Model-Free Neural Filtering: A Comparison with Classical Filters in Nonlinear Systems
arXiv:2601.21266v3 Announce Type: replace
Abstract: Neural network models are increasingly used for state estimation in control and decision-making, yet it remains unclear to what extent they behave as principled filters in nonlinear dynamical systems. Unlike classical filters, which rely on explicit dynamics and noise models, neural estimators can be trained purely from data. We present a systematic comparison between model-free neural estimators and classical filtering methods across multiple nonlinear scenarios. On the neural side, we evaluate Transformer-based models, recurrent neural networks, and state-space models; on the classical side, we compare against particle filters and nonlinear Kalman filters.
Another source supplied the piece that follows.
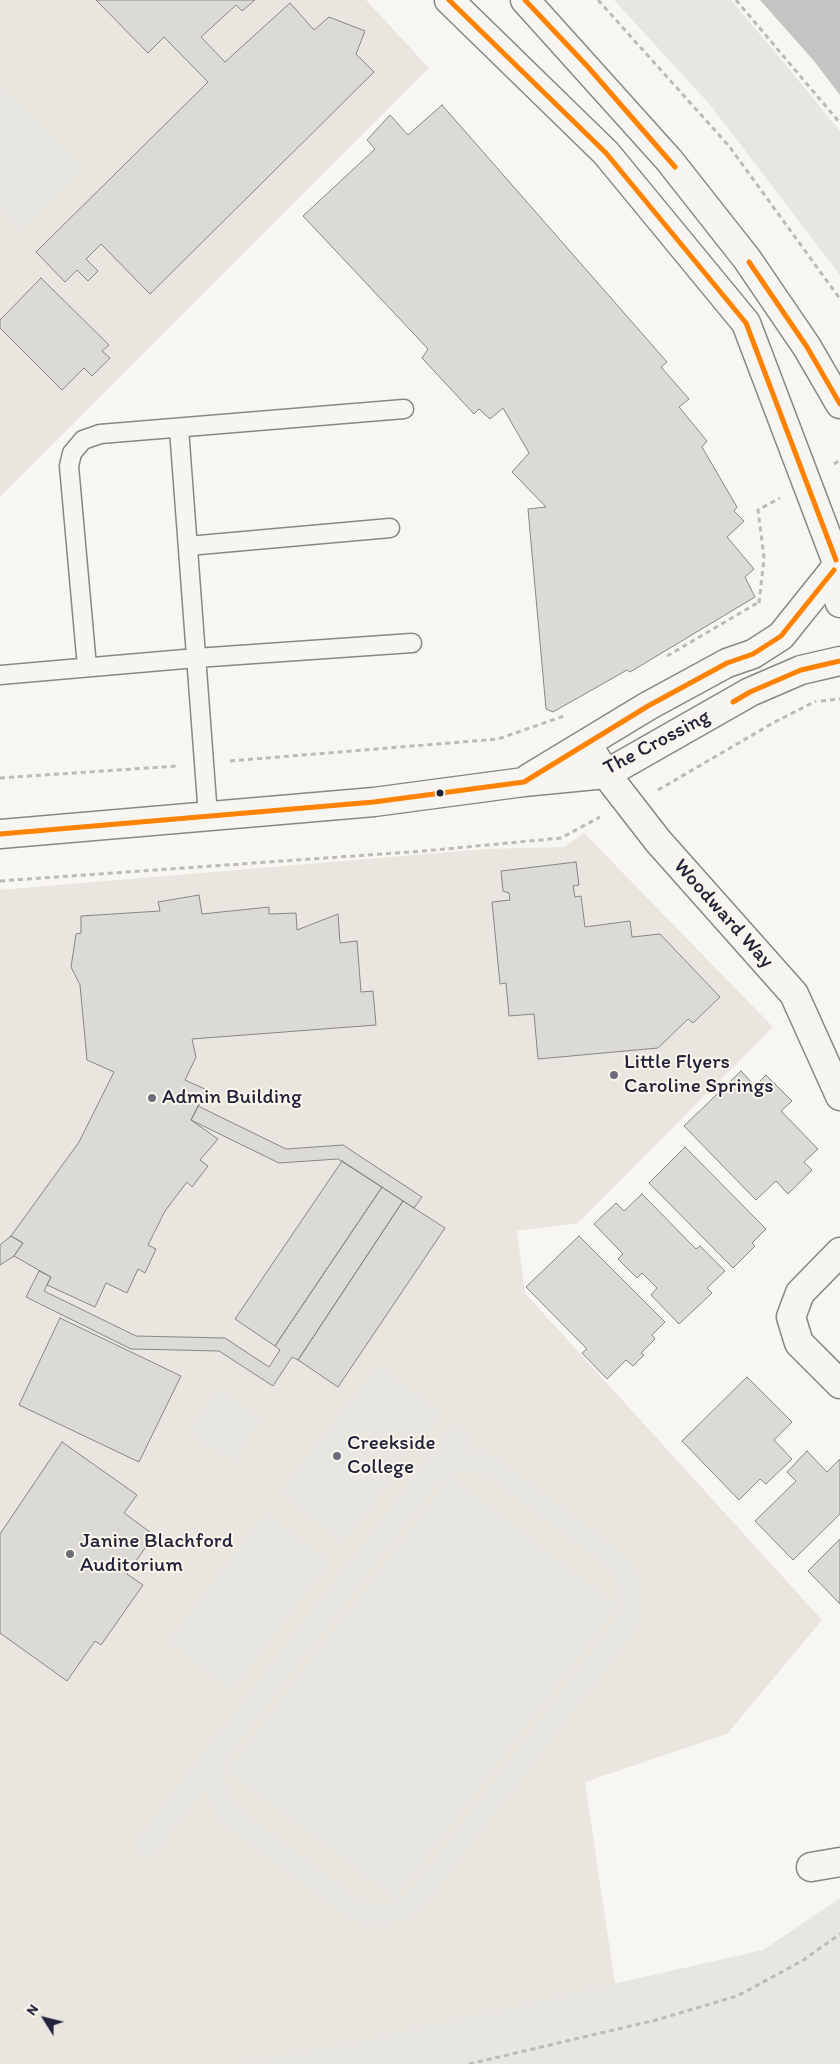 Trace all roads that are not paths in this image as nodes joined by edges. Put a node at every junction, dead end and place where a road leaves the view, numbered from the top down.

Results show that structured state-space models (SSMs), in particular Mamba and Mamba-2, are consistently strong among neural estimators. They approach strong classical filters in several nonlinear systems and outperform weaker classical baselines without access to system models, while the evaluated neural implementations achieve substantially higher inference throughput on the tested hardware. Accurate model-based filters can still dominate when their assumptions are well matched. We attribute the relative strength of SSMs to filtering-aligned inductive bias: recursive latent-state updates make them structurally closer to classical filters under fixed parameter budgets, finite data, and long-horizon evaluation.